There are many things that can affect the outcome of a game of golf, but many golfers will tell you that putting is the crucial part of any game and really separates the “men from the boys” or the “ladies from the girls”.
Your ability to sink a putt depends very much on your ability to read the green, and this in turn is a mix of physics and artistry that can only be achieved with study, practice, time and experience, but here are one few tips to get you going.
The first thing to realize is that if you stand on the edge and look out 10 or 15 feet to the hole, you won’t be able to read the green. The higher you are and the further away you are, the less you see, so you have to get close to the surface of the green, and that means crouching, or even better, getting on your knees.

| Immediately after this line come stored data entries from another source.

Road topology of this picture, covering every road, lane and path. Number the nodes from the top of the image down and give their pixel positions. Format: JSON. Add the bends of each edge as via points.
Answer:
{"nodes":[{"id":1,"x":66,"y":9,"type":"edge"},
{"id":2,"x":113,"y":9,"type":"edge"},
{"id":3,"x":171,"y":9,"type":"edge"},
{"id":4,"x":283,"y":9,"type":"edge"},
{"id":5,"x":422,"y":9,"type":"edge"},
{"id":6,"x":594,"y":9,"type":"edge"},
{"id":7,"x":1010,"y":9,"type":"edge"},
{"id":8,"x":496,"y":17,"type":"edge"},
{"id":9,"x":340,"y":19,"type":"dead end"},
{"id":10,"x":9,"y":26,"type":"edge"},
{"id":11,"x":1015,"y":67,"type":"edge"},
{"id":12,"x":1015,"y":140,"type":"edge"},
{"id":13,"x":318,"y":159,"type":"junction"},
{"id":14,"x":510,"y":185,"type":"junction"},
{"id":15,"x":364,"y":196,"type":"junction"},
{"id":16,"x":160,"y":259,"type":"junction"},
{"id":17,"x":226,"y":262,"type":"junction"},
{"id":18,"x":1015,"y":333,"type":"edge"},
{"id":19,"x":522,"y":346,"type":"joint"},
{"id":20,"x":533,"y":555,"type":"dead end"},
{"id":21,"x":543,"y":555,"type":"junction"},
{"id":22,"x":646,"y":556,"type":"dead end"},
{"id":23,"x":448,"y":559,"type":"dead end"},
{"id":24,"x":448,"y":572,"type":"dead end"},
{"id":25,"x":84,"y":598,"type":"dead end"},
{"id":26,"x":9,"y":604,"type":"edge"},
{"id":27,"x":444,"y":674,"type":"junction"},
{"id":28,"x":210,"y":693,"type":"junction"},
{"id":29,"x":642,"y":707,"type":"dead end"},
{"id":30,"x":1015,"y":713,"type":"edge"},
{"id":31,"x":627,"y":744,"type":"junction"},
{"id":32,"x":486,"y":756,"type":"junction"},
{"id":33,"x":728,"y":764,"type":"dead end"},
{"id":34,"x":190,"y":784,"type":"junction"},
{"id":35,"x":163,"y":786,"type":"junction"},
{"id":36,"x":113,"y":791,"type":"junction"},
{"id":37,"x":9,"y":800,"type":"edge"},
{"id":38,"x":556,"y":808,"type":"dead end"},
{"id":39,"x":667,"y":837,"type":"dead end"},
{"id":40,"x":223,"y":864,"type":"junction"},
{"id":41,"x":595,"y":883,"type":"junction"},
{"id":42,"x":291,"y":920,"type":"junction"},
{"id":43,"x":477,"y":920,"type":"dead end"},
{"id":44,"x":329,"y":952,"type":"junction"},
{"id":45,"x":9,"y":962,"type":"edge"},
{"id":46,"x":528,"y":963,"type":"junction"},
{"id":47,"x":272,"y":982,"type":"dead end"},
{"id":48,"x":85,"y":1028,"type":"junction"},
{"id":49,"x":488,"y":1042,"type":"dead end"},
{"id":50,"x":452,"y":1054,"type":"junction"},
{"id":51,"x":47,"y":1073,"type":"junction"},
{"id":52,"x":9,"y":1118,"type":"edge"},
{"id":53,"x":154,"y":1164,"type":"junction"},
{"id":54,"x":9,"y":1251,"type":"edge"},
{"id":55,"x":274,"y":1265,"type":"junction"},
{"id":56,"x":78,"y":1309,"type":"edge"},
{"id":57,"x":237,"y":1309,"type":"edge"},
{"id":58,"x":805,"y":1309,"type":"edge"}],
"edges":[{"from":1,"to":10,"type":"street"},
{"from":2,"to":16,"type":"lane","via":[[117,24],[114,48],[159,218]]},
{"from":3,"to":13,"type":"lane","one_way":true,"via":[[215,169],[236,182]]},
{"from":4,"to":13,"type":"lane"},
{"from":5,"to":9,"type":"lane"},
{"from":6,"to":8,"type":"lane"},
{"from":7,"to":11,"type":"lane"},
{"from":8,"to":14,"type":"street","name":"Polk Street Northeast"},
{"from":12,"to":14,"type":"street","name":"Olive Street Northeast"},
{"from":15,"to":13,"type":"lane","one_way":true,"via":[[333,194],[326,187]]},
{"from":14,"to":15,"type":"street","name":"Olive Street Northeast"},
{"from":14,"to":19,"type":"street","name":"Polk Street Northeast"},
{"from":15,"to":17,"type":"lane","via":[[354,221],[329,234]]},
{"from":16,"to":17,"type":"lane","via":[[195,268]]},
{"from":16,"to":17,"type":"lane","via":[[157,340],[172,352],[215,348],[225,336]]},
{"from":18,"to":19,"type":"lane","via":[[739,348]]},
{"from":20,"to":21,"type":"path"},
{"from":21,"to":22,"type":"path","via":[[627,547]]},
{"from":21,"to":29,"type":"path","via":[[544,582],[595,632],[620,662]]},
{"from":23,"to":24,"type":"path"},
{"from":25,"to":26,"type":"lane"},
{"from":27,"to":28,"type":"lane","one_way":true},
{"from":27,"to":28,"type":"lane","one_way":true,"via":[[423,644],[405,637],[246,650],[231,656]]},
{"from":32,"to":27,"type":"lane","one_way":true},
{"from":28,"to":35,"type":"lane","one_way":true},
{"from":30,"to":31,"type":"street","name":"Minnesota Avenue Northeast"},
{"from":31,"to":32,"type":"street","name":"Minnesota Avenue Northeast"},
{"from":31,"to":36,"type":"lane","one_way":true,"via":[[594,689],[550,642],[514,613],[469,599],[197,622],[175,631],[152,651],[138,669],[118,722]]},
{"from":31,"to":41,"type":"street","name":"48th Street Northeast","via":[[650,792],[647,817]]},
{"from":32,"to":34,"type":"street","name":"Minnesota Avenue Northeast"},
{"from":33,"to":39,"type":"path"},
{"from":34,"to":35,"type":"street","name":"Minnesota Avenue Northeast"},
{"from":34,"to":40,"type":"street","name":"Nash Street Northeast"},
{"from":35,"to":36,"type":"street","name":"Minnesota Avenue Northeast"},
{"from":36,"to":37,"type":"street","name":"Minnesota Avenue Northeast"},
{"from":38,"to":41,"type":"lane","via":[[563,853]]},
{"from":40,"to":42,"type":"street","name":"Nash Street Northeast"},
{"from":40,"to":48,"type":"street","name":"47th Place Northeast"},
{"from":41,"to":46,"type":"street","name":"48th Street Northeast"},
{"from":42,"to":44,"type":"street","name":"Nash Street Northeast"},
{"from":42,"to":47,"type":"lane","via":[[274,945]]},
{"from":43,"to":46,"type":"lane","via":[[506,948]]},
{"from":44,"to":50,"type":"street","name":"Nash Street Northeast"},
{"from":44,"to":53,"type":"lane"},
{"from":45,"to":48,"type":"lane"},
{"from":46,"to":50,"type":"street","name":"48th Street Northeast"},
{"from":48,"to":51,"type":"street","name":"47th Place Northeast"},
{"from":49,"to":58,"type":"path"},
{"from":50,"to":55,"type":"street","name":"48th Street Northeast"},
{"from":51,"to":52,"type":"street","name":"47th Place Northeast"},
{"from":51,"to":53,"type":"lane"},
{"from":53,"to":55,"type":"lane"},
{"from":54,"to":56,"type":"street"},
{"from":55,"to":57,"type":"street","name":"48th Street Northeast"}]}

From your low vantage point, look closely at the area between your ball and the bowl and try to place a club along the line to the bowl and look closely along that line.
Look for hills or valleys and signs of turns left or right. Try to estimate how much slope (downhill or uphill) there is between your ball and the cup. Also get a feel for whether the grass is wet or not and if so how wet it is. Even the smallest amount of moisture can shorten the distance the ball travels compared to a dry surface.

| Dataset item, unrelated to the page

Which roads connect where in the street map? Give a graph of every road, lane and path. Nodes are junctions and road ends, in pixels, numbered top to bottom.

Equally important is the mowing height and whether the green has been cut twice or not. Double cut simply means that the green has been cut first in one direction and then again at right angles to the first cut. Double cutting can change the distance traveled by the bullet by several inches from a single cut. Similarly, cutting height is important, and reducing mowing height by even one sixteenth of an inch can increase ball roll.
More difficult to judge is whether or not the green has been rolled, which has the effect of compacting the ground, increasing soil hardness and in turn affecting the ball’s roll.
Once you’ve evaluated all of these factors, you need to decide which direction to hit the ball and with what power to make the putt, and at this point there’s only one way to find out – practice and learn.
Take the time to practice on both the practice greens and the course greens when you are not actively playing, and don’t forget to learn from the experiences of others. Watch your partner putt and do your best to analyze why his putt went down or not.
Of course, it’s not always easy to practice while playing without stopping others, but most places have slow days or slow times of the day and you should try to take advantage of these to get as much practice as possible.
Reading the green is not an easy skill and will take some time, but once you’ve recorded it, you can easily reduce your score by several shots.